**Required action:** Some lines in the entries contain the word "Комсомольская". Copy all of them.

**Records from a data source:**
++++++
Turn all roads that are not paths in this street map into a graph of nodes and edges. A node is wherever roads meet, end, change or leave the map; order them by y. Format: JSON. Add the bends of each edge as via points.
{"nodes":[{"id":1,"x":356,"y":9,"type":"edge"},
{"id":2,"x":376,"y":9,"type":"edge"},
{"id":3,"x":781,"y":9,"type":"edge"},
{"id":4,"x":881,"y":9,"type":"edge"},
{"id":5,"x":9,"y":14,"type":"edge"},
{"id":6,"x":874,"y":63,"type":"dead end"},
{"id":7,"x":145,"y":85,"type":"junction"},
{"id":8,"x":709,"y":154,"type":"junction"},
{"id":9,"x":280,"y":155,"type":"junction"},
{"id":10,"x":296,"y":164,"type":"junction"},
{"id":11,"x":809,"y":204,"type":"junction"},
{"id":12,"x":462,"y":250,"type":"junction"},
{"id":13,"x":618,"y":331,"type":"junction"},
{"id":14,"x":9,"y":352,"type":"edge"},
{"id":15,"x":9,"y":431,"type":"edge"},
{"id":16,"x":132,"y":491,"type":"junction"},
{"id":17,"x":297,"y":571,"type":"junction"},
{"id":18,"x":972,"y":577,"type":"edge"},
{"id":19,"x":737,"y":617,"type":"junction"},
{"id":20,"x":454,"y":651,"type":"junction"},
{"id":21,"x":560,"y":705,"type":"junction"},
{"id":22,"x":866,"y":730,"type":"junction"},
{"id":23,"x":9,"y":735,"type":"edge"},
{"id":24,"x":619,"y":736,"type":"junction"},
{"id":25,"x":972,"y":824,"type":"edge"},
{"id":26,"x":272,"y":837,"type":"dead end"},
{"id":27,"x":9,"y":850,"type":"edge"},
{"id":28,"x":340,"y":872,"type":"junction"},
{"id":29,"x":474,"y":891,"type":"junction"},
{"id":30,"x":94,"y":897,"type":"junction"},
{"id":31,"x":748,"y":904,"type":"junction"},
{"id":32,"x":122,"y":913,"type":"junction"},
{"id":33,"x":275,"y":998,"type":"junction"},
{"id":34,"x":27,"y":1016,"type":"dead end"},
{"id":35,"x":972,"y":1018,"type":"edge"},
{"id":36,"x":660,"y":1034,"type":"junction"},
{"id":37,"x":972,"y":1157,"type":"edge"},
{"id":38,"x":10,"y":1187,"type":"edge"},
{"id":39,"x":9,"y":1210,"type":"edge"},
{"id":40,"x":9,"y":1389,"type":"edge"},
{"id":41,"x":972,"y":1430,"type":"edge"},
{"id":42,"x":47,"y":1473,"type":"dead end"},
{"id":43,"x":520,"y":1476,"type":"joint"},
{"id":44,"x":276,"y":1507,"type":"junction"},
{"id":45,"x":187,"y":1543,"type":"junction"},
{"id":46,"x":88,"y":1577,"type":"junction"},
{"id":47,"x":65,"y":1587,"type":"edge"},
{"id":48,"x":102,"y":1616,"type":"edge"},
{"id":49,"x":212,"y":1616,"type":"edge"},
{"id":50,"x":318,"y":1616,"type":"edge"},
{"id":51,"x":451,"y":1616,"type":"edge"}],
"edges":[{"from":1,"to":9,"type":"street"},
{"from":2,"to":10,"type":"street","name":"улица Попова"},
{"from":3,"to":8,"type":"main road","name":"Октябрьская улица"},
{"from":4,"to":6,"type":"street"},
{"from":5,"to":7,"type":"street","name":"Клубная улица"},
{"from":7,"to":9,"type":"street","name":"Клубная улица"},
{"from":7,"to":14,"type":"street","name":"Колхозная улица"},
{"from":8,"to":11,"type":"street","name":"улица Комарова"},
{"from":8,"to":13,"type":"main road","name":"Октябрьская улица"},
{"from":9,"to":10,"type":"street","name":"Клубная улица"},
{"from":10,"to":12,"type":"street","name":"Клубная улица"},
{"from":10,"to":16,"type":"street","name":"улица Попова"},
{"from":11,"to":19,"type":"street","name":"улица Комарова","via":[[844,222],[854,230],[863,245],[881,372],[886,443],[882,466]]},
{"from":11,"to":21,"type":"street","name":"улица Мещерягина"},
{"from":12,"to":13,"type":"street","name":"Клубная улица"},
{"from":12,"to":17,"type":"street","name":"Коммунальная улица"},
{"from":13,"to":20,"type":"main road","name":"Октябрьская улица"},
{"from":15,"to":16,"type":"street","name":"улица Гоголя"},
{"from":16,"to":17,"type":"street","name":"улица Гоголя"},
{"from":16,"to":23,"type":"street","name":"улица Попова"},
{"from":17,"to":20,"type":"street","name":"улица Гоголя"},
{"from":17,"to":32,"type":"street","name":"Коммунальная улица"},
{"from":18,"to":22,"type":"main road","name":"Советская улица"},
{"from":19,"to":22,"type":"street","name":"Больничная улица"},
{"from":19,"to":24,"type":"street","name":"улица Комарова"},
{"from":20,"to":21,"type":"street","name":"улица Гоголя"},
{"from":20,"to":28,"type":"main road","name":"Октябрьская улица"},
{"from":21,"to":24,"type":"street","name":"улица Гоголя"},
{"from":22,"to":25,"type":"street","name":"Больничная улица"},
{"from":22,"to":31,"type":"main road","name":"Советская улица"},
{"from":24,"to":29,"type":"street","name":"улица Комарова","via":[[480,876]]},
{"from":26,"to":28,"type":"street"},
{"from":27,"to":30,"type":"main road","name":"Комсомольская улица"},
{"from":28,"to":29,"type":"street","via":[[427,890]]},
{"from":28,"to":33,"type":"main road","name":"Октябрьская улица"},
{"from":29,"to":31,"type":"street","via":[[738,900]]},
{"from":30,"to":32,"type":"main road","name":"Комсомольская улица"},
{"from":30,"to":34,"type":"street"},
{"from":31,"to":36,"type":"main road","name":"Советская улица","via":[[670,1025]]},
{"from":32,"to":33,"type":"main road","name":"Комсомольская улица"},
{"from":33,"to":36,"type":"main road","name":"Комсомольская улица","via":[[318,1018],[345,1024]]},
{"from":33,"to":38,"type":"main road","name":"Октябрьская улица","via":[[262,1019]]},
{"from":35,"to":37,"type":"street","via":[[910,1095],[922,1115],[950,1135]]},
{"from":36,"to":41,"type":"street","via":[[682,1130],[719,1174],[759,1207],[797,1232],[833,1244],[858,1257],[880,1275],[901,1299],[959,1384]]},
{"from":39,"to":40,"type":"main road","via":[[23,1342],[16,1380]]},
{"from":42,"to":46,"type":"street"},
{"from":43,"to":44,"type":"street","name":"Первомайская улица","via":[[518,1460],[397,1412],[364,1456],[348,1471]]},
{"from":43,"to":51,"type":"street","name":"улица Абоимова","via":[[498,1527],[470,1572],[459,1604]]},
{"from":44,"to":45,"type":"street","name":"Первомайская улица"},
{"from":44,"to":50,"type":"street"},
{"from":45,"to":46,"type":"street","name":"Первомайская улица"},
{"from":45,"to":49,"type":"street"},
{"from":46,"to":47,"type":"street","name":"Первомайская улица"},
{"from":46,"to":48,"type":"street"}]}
++++++
**Result for this exercise:**
{"from":27,"to":30,"type":"main road","name":"Комсомольская улица"},
{"from":30,"to":32,"type":"main road","name":"Комсомольская улица"},
{"from":32,"to":33,"type":"main road","name":"Комсомольская улица"},
{"from":33,"to":36,"type":"main road","name":"Комсомольская улица","via":[[318,1018],[345,1024]]},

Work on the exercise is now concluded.